With 1.4 million members, Brazil has the second-most in the world along with Mexico. Both rank behind the United States, which has about 6.6 million members.

Like the previous 12 men chosen for the Quorum, Soares and Gong were serving in a lower-level leadership panel for the church.

The 59-year-old Soares was an accountant and auditor for multinational corporations in Brazil before joining church leadership, according to a church biography. He was born in Sao Paulo, Brazil.

The 64-year-old Gong worked for the U.S. State Department, the Washington, D.C.-based Center for Strategic and International Studies and Mormon-owned Brigham Young University before being selected for the lower-tier church leadership panel. He was born in Redwood City, California.

Their selections come during the first conference presided over by Nelson, a 93-year-old former heart surgeon who was appointed the 17th president in January following the death of president Thomas S. Monson, who served for a decade.

Members of the the Quorum of the Twelve Apostles Gerrit W. Gong, right, and his wife Susan Lindsay walk off as Ulisses Soares, left, of Brazil, receives a hug from his wife Rosana Fernandes on March 31, 2018, in Salt Lake City.Rick Bowmer / AP

The conference comes as the faith grapples with heightened scrutiny about its handling of sexual abuse reports and one-on-one interviews between local lay leaders and youth.

The religion this week announced updated guidelines for the reporting of sexual abuse following news that a former prominent missionary leader was accused of sexually assaulting two women in the 1980s.

The new guidelines call on lay leaders to never disregard a report of abuse or encourage a person to stay in an abusive home. They also say children can bring a parent or other adult to one-one-one interviews with local church leaders. Parents previously were allowed only in a hallway or adjacent room. Youth can still go alone if they choose.

Some say the changes fall short.

On Friday, about 1,000 Mormons and ex-Mormons marched to the church’s Salt Lake City headquarters to deliver petitions demanding an end to the closed door, one-on-one meetings that start at age 12, along with the sexual questions they sometimes include.

Mormon spokeswoman Irene Caso said in a statement Friday the faith condemns any inappropriate behavior or abuse regardless of when or where it occurs, and that church leaders are given instructions for youth interviews.
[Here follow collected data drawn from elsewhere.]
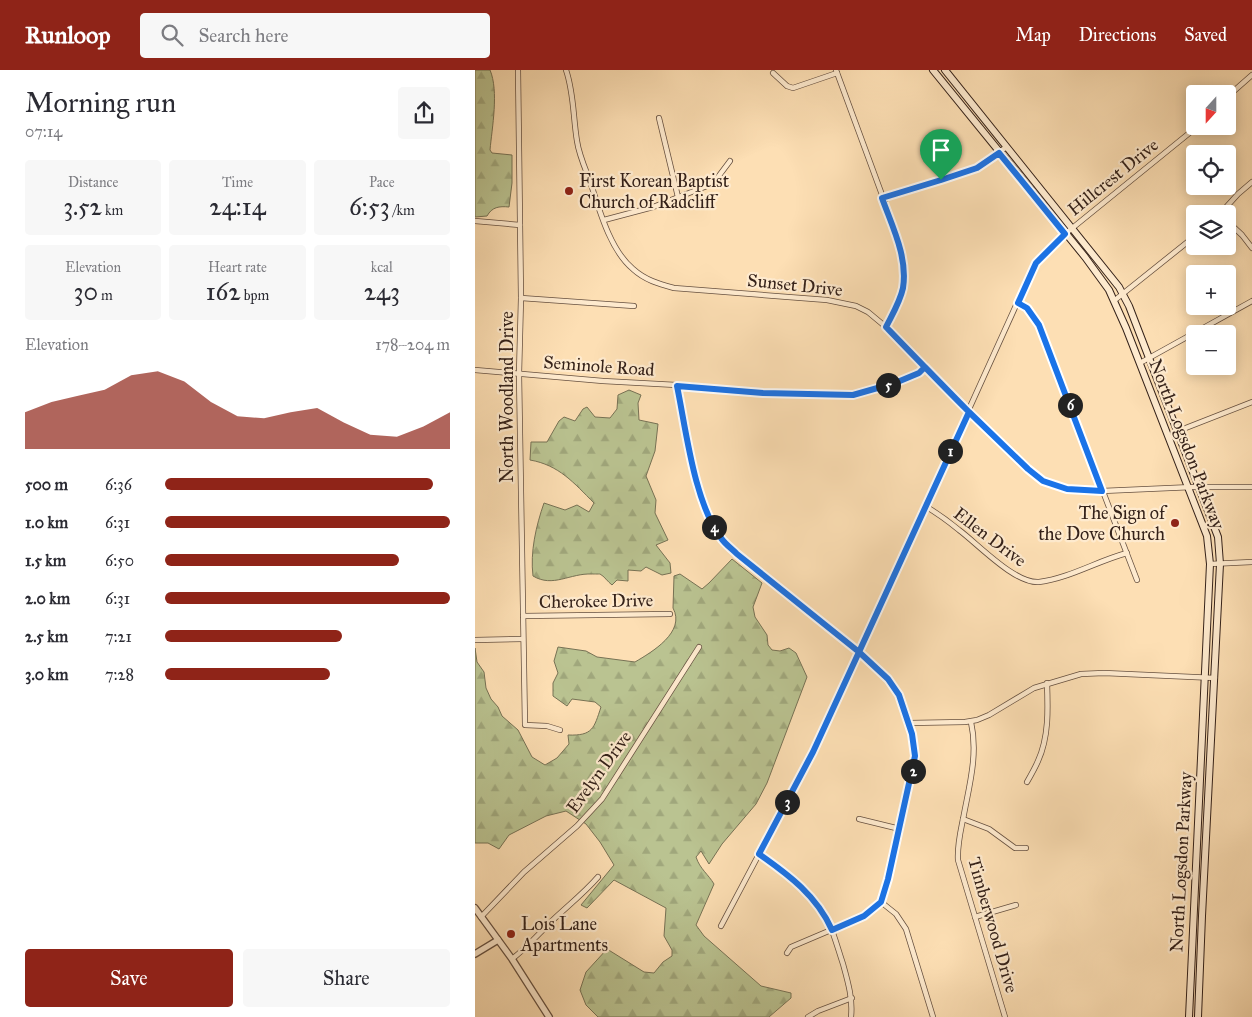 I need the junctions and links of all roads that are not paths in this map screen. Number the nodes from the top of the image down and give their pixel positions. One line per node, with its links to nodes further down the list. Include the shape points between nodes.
1 (518, 70): 20 (street, North Woodland Drive)
2 (566, 70): 18 (street, Sunset Drive, via 577,144)
3 (933, 70): 12 (main road, North Logsdon Parkway)
4 (945, 70): 11 (main road, North Logsdon Parkway)
5 (836, 72): 6 (street, via 793,88); 16 (street)
6 (773, 73)
7 (1252, 75): 8 (street)
8 (1236, 89)
9 (659, 118): 15 (street)
10 (1187, 135): 21 (street, Hillcrest Drive)
11 (1007, 147): 12 (street); 21 (main road, North Logsdon Parkway)
12 (999, 153): 16 (street, via 971,170); 23 (main road, North Logsdon Parkway)
13 (730, 161): 15 (street, via 715,181)
14 (1252, 182): 17 (street)
15 (678, 197): 18 (street)
16 (882, 198): 32 (street, via 895,230 903,275 900,296)
17 (1228, 205)
18 (604, 220): 32 (street, Sunset Drive, via 621,257 652,281 674,288 845,303 868,312)
19 (475, 221): 20 (street)
20 (519, 224): 27 (street, North Woodland Drive)
21 (1073, 228): 23 (street, Hillcrest Drive); 26 (main road, North Logsdon Parkway)
22 (1236, 229): 25 (street)
23 (1065, 234): 28 (main road, North Logsdon Parkway); 30 (street, Hillcrest Drive, via 1036,263)
24 (1186, 243): 26 (street)
25 (1252, 248)
26 (1123, 294): 28 (street); 33 (main road, North Logsdon Parkway)
27 (521, 298): 31 (street); 37 (street, North Woodland Drive)
28 (1115, 300): 34 (main road, North Logsdon Parkway)
29 (1252, 301): 33 (street)
30 (1018, 303): 40 (street, Hillcrest Drive); 45 (street, via 1027,308 1039,325)
31 (634, 306)
32 (886, 327): 35 (street, Sunset Drive)
33 (1148, 358): 34 (street); 41 (main road, North Logsdon Parkway)
34 (1140, 363): 44 (main road, North Logsdon Parkway)
35 (925, 367): 38 (street, Seminole Road, via 895,383 853,395 763,393); 40 (street, Sunset Drive)
36 (475, 370): 37 (street, Seminole Road)
37 (519, 374): 38 (street, Seminole Road); 53 (street, North Woodland Drive)
38 (677, 386): 57 (street, via 699,487 720,537)
39 (1252, 402): 41 (street)
40 (969, 412): 45 (street, Sunset Drive, via 1043,481 1067,489); 46 (street, Hillcrest Drive)
41 (1177, 431): 42 (main road, North Logsdon Parkway)
42 (1199, 487): 43 (street, Sunset Drive); 44 (street, Sunset Drive); 50 (main road, North Logsdon Parkway, via 1218,537)
43 (1252, 487)
44 (1189, 488): 45 (street, Sunset Drive); 49 (main road, North Logsdon Parkway, via 1207,536)
45 (1102, 491): 47 (street)
46 (925, 506): 47 (street, Ellen Drive, via 1007,569 1030,582 1076,572); 57 (street, Hillcrest Drive)
47 (1127, 553): 51 (street)
48 (1252, 562): 50 (street)
49 (1210, 564): 50 (street); 58 (main road, North Logsdon Parkway)
50 (1220, 564): 59 (main road, North Logsdon Parkway)
51 (1137, 580)
52 (670, 614): 53 (street, Cherokee Drive)
53 (523, 616): 54 (street, North Woodland Drive)
54 (523, 639): 55 (street); 63 (street, North Woodland Drive, via 525,725)
55 (475, 640)
56 (699, 647): 76 (street, Evelyn Drive, via 602,799)
57 (859, 652): 62 (street, via 892,684); 71 (street, Hillcrest Drive, via 813,752)
58 (1205, 678): 59 (street); 60 (street, via 1096,672); 68 (main road, North Logsdon Parkway)
59 (1215, 678): 69 (main road, North Logsdon Parkway)
60 (1047, 683): 61 (street); 64 (street, via 1044,742)
61 (971, 722): 62 (street); 66 (street, Timberwood Drive, via 974,761)
62 (909, 723): 67 (street, via 915,756)
63 (560, 730)
64 (1027, 782)
65 (859, 819): 67 (street)
66 (963, 819): 70 (street, via 989,829 1015,848); 77 (street, Timberwood Drive, via 958,860)
67 (899, 829): 73 (street)
68 (1197, 831): 69 (street); 83 (main road, North Logsdon Parkway)
69 (1207, 832): 85 (main road, North Logsdon Parkway)
70 (1026, 848)
71 (759, 854): 78 (street, Hillcrest Drive); 79 (street, via 813,898)
72 (598, 877): 84 (street)
73 (881, 902): 79 (street, via 864,916); 90 (street, via 896,914 906,929)
74 (1016, 905): 77 (street)
75 (475, 908): 76 (street)
76 (481, 917): 80 (street)
77 (975, 917): 91 (street, Timberwood Drive)
78 (721, 926)
79 (832, 930): 82 (street, via 791,947); 86 (street)
80 (498, 940): 81 (street); 84 (street)
81 (475, 954)
82 (787, 954)
83 (1191, 958): 85 (main road); 92 (main road, North Logsdon Parkway)
84 (512, 959): 87 (street)
85 (1201, 959): 93 (main road, North Logsdon Parkway)
86 (852, 998): 88 (street); 89 (street)
87 (549, 1017)
88 (809, 1017)
89 (851, 1017)
90 (933, 1017)
91 (1005, 1017)
92 (1189, 1017)
93 (1198, 1017)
The statement also seemed to express a willingness to change: “As with any practice in the Church, we continually look for ways to improve and adjust by following the Savior in meeting the needs of our members.”

Nelson is expected to speak at this weekend’s conference, but it’s unknown if he’ll address the issue or the larger topic of sexual misconduct that has been thrust into the national spotlight by the #MeToo movement. Church leaders usually focus their conference speeches on spiritual guidance and religious themes.